In the late ’70s and early ’80s, this song was an anthem. Sylvester was a pioneer, a divine spirit. To hear him sing this song, to sing along with it and dance to it was to become as close to freedom as could be queerly imagined in this country back then. It will always remain an anthem of the possible for me.

Rebirth Brass Band: “Why You Worried Bout Me?”

I wrote several of the parables while living in New Orleans where I ultimately finished the manuscript. Brass band music, second lines threading through neighborhoods, shrimp and grits, Black Indians, crab, black people on horseback riding through the city’s streets, Big Freedia and more- were part of my everyday and became the soul track for JesusDevil, The Parables; especially as the everyday invited me to celebrate not who is queer but what is queer. There’s no three ways about it- New Orleans is an African city.

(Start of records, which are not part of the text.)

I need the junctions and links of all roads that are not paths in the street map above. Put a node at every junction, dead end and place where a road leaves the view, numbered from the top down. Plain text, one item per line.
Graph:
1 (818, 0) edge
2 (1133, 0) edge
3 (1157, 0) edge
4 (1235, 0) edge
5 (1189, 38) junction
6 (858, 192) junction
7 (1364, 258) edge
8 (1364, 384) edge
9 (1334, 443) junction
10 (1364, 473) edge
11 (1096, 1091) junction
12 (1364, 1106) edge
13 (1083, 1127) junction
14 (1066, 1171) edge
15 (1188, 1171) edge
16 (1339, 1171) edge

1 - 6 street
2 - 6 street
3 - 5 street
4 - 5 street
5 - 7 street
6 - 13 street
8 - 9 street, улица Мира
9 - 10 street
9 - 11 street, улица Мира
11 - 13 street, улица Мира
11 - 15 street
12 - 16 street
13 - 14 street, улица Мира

Bob Marley and The Wailers: “Get Up Stand Up:”

Like the song, much of this work is about standing up for our rights, not begging for them. When it came out in the 1970s, it was one of the first reggae songs I heard. It mirrored then, as it does now, that, as Bob Marley says, we are “sick and tired of [the white supremacist] ism-schism game.” The question for us, in the twenty-first century, after more than four hundred years of this black life in the so-called “new world,” is, as Fhill suggests in the book, how are we going to make the idea of freedom legible?

Stevie Wonder: “As”

This is one of my favorite love songs. Whether it’s self-love, intimate love, familial love or love for one’s chosen tribe/community, or friendship love, I find the human emotion we call love to be as mysterious as the universe. I think this song is about a present future of love. The idea of what we call the present and what we call the future is fused in my work.


Alexis De Veaux is a black queer feminist independent scholar whose internationally known work is published in six languages. She has been publishing fiction, poetry, plays, memoirs and children’s lit since 1973, and her work is anthologized in numerous collections. A writer for Essence Magazine for twelve years, Alexis is the recipient of many honors and awards, Alexis penned Warrior Poet, the first biography of the late lesbian poet activist, Audre Lorde; and was tenured faculty at the University at Buffalo, Department of Women’s Studies, for more than twenty years, mentoring a new generation of interdisciplinary scholars of black, feminist, and queer studies.